Exercise objective:
Below are entries; print them exactly from the first line through the one containing "Build a routing".

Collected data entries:
****************

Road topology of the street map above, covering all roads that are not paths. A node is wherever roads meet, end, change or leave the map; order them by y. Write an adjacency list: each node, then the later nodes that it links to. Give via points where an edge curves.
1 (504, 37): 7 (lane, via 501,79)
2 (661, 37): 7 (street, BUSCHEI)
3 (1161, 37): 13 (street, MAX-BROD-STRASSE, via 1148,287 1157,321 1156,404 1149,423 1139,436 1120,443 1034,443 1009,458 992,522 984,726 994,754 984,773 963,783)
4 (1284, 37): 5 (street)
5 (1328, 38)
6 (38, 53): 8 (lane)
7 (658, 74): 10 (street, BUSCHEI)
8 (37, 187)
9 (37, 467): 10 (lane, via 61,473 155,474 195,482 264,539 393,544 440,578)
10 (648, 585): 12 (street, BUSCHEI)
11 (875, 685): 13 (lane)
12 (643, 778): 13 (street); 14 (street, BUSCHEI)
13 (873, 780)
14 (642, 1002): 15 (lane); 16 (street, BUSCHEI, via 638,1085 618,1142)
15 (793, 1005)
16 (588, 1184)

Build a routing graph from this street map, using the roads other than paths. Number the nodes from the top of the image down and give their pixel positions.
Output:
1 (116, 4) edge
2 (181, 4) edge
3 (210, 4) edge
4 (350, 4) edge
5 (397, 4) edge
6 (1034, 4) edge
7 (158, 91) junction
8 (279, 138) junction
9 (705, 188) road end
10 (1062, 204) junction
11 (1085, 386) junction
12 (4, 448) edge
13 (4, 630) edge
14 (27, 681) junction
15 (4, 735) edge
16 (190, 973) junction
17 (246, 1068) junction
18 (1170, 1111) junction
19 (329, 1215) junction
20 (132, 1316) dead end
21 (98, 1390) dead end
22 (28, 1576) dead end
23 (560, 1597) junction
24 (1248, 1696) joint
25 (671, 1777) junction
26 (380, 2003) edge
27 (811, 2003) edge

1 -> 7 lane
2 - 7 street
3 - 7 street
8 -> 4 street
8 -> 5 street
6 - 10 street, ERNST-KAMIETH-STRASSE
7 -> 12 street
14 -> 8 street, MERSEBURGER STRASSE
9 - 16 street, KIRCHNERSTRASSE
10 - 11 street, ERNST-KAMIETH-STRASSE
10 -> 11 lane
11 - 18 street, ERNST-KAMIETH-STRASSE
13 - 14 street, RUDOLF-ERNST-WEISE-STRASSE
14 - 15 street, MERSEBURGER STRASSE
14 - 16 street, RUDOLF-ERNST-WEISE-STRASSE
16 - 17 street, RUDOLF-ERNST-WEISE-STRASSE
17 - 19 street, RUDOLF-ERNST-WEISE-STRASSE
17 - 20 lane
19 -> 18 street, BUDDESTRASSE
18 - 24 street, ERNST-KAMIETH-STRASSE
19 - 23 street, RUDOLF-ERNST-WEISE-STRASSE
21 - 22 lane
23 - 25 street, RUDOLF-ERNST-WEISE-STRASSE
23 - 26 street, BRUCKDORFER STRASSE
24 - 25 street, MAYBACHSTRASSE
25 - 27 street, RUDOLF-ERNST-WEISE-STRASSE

****************

Reply:
Road topology of the street map above, covering all roads that are not paths. A node is wherever roads meet, end, change or leave the map; order them by y. Write an adjacency list: each node, then the later nodes that it links to. Give via points where an edge curves.
1 (504, 37): 7 (lane, via 501,79)
2 (661, 37): 7 (street, BUSCHEI)
3 (1161, 37): 13 (street, MAX-BROD-STRASSE, via 1148,287 1157,321 1156,404 1149,423 1139,436 1120,443 1034,443 1009,458 992,522 984,726 994,754 984,773 963,783)
4 (1284, 37): 5 (street)
5 (1328, 38)
6 (38, 53): 8 (lane)
7 (658, 74): 10 (street, BUSCHEI)
8 (37, 187)
9 (37, 467): 10 (lane, via 61,473 155,474 195,482 264,539 393,544 440,578)
10 (648, 585): 12 (street, BUSCHEI)
11 (875, 685): 13 (lane)
12 (643, 778): 13 (street); 14 (street, BUSCHEI)
13 (873, 780)
14 (642, 1002): 15 (lane); 16 (street, BUSCHEI, via 638,1085 618,1142)
15 (793, 1005)
16 (588, 1184)

Build a routing graph from this street map, using the roads other than paths. Number the nodes from the top of the image down and give their pixel positions.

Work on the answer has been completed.